11.01.17 What Happens After is What Matters Most: Josh Goodrich and the Art of the Action Step

Image result for oasis south bank ofsted

High quality training for teachers is a great thing, especially when it addresses the real world challenges of the classroom in a practical and useful way.

But even the best training, we should remember, hasn’t yet changed what happens in the classroom.

It takes sustained focus after training to do that. And it takes something that’s easy to underestimate: clarity.  Chip and Dan Heath make this point in their amazing book on change, Switch . As they wrote on their blog,

What looks like resistance [to change] is often a lack of clarity. Change accelerates when people understand — in specific… terms — how to reach their goals.

That’s why I wanted to share some of Josh Goodrich’s work. Josh is Teacher Development Lead & AA P at Oasis Academy Southbank .  He recently attended our workshop on Ratio in London and took the ideas back to his school–thinking all the while about how to get teachers to execute more effectively on two key techniques– Front the Writing and Show Call .  For that he decided to rely on a tool he has been using for some time to help teachers get better–action steps.

The school has a system whereby teachers receive a weekly coaching observation and then identify a fine-grained, “high-leverage” action step, designed to help them focus on improving one small yet vital aspect of their teaching practice.

“After setting up this system,” Josh writes, “We realised that even great teachers sometimes struggle to set great action steps.” So Josh started pre-writing action steps–“giving teachers both an option of good action steps to set, and a “style-model” of what a good action step should look like.”

Clarity and precision were important. “In particular, I think that where possible a good action step should contain an element of scripting so that teachers can look back on the action step and have a very clear guide as to what to implement in their classroom, even some time after they receive feedback,” Josh wrote.

So Josh set out to give teachers options that allowed for quality, specificity, choice and adaptation.

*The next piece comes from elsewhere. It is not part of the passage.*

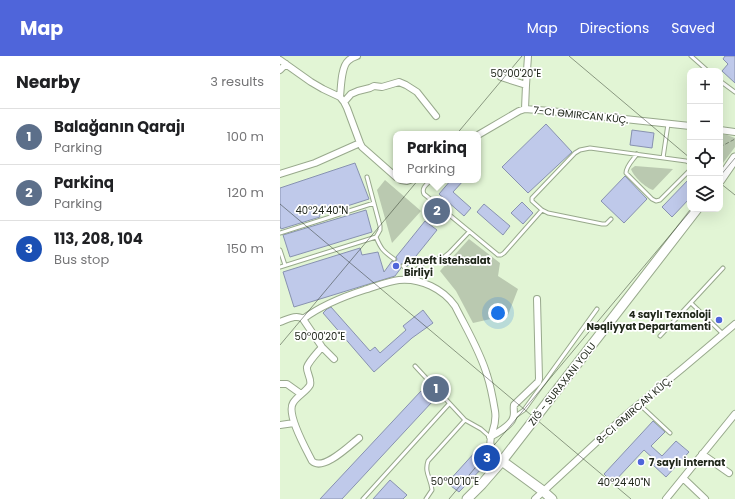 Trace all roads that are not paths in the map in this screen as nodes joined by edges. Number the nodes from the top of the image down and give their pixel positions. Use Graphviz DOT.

He made a list of very granular and replicable action steps.  He then allowed teachers to choose one, adapt one or write one of their own with his action steps as a model.

One really good action step per teacher per week. That was the lever.

“What we provide is so far from being comprehensive that it would be limiting to insist that teachers use them exclusively, Josh told me. “The message we’ve given to our staff is that they should a) use a pre-made one if they are unsure about the right path to go down or if they are new to the process of coaching, or b) make / adapt their own if they have a better idea about the right powerful change for a teacher to make. We’ve been very clear that these must be “as good as…” the ones we list.

It’s a great approach the school’s taken–perhaps it helps to explain the school’s ‘Outstanding’ rating from OFSTED. I thought I’d share some pieces of it because it’s so well designed.  So…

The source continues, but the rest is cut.